Stored data entries:
################

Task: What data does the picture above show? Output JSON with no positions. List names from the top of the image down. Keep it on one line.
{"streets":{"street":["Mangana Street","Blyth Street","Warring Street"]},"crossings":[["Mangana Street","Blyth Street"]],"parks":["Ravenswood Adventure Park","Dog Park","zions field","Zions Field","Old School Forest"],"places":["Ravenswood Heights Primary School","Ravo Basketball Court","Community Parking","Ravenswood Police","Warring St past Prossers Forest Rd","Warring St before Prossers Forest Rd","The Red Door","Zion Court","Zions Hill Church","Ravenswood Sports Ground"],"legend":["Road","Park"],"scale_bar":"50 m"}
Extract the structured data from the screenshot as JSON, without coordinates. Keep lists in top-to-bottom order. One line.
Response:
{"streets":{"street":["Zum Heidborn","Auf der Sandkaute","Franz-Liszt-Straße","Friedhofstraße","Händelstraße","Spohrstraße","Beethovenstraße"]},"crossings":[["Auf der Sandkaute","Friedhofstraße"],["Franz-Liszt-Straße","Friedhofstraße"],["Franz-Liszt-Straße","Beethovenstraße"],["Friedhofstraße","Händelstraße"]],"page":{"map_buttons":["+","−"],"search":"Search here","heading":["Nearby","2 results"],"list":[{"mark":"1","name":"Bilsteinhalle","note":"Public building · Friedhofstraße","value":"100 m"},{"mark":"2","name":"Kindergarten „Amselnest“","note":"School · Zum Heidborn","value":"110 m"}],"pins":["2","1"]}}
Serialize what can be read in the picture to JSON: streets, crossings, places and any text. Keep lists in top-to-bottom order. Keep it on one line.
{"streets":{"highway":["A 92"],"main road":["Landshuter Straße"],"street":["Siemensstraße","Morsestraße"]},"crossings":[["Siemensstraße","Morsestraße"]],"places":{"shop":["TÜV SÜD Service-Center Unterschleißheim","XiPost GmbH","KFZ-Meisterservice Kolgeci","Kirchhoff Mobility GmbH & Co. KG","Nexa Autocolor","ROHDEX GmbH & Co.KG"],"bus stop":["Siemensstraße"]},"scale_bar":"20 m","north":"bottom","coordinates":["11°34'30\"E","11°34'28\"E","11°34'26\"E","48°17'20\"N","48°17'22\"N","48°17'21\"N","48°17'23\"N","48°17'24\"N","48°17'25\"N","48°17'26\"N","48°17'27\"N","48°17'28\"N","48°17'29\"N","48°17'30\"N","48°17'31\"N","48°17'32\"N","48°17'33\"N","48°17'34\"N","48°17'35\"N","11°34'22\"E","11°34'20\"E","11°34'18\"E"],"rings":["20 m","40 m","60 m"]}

################

WHAT YOU NEED TO DO: Each line of the records above must be copied exactly.

TASK RESPONSE:
Task: What data does the picture above show? Output JSON with no positions. List names from the top of the image down. Keep it on one line.
{"streets":{"street":["Mangana Street","Blyth Street","Warring Street"]},"crossings":[["Mangana Street","Blyth Street"]],"parks":["Ravenswood Adventure Park","Dog Park","zions field","Zions Field","Old School Forest"],"places":["Ravenswood Heights Primary School","Ravo Basketball Court","Community Parking","Ravenswood Police","Warring St past Prossers Forest Rd","Warring St before Prossers Forest Rd","The Red Door","Zion Court","Zions Hill Church","Ravenswood Sports Ground"],"legend":["Road","Park"],"scale_bar":"50 m"}
Extract the structured data from the screenshot as JSON, without coordinates. Keep lists in top-to-bottom order. One line.
Response:
{"streets":{"street":["Zum Heidborn","Auf der Sandkaute","Franz-Liszt-Straße","Friedhofstraße","Händelstraße","Spohrstraße","Beethovenstraße"]},"crossings":[["Auf der Sandkaute","Friedhofstraße"],["Franz-Liszt-Straße","Friedhofstraße"],["Franz-Liszt-Straße","Beethovenstraße"],["Friedhofstraße","Händelstraße"]],"page":{"map_buttons":["+","−"],"search":"Search here","heading":["Nearby","2 results"],"list":[{"mark":"1","name":"Bilsteinhalle","note":"Public building · Friedhofstraße","value":"100 m"},{"mark":"2","name":"Kindergarten „Amselnest“","note":"School · Zum Heidborn","value":"110 m"}],"pins":["2","1"]}}
Serialize what can be read in the picture to JSON: streets, crossings, places and any text. Keep lists in top-to-bottom order. Keep it on one line.
{"streets":{"highway":["A 92"],"main road":["Landshuter Straße"],"street":["Siemensstraße","Morsestraße"]},"crossings":[["Siemensstraße","Morsestraße"]],"places":{"shop":["TÜV SÜD Service-Center Unterschleißheim","XiPost GmbH","KFZ-Meisterservice Kolgeci","Kirchhoff Mobility GmbH & Co. KG","Nexa Autocolor","ROHDEX GmbH & Co.KG"],"bus stop":["Siemensstraße"]},"scale_bar":"20 m","north":"bottom","coordinates":["11°34'30\"E","11°34'28\"E","11°34'26\"E","48°17'20\"N","48°17'22\"N","48°17'21\"N","48°17'23\"N","48°17'24\"N","48°17'25\"N","48°17'26\"N","48°17'27\"N","48°17'28\"N","48°17'29\"N","48°17'30\"N","48°17'31\"N","48°17'32\"N","48°17'33\"N","48°17'34\"N","48°17'35\"N","11°34'22\"E","11°34'20\"E","11°34'18\"E"],"rings":["20 m","40 m","60 m"]}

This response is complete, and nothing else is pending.